TARGETING DELIVERY OF PROTEIN DRUGS BY CHEMICAL MODIFICATION

In vivo disposition profiles of protein derivatives having various chemical modifications were systematically compared in mice based on the clearance concept. Proteins such as bovine gamma-globulin (IgG), bovine serum albumin (BSA), superoxide dismutase (SOD), soybean trypsin inhibitor (STI), and chicken egg white lysozyme (LZM) were 1)conjugated with polyethylene glycol (PEG) and dextran to increase molecular size, 2) conjugated with carboxymethyl-dextran (CMD) and diethylaminoethyl-dextran (DEAED) or coupled with diaminohexane or succinic acid to introduce electric charges, and 3) modified with galactose (Gal) and mannose (Man) moieties to bestow an affinity for receptor-mediated endocytosis in cells.
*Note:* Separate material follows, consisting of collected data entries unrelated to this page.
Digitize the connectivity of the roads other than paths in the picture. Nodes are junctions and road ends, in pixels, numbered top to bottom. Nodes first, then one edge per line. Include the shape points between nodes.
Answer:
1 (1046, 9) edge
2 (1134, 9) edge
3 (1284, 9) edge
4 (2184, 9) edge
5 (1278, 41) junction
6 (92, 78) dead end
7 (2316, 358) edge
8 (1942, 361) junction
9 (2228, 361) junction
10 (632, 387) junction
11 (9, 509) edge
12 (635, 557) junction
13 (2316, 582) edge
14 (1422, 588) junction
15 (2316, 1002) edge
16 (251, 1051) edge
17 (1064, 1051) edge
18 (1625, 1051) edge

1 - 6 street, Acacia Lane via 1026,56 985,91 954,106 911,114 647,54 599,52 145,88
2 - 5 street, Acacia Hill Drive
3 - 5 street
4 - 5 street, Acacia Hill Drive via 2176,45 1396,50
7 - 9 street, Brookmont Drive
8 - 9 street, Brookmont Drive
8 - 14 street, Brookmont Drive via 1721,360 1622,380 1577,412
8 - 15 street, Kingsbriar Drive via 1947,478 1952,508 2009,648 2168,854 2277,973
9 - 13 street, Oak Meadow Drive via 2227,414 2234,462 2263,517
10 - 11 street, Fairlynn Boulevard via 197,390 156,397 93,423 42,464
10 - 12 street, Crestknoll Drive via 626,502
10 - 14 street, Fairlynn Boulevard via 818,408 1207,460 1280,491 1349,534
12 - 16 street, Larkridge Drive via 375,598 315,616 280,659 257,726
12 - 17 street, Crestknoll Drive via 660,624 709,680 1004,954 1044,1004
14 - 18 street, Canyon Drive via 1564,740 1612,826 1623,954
By applying these modifications, in vivo disposition features of proteins were extensively changed; i.e., in the case of SOD, conjugation with CMD and PEG prolonged its circulation half-life more than 100 times but cationized SOD showed remarkable accumulation on the surface of the liver tissue. In addition, specific targeting to the parenchymal cells of the liver was demonstrated in Gal-SOD, while, Man-SOD and succinylated SOD showed rapid uptake by the nonparenchymal cells. These results revealed the utility of chemical modification for controlling in vivo disposition of proteins.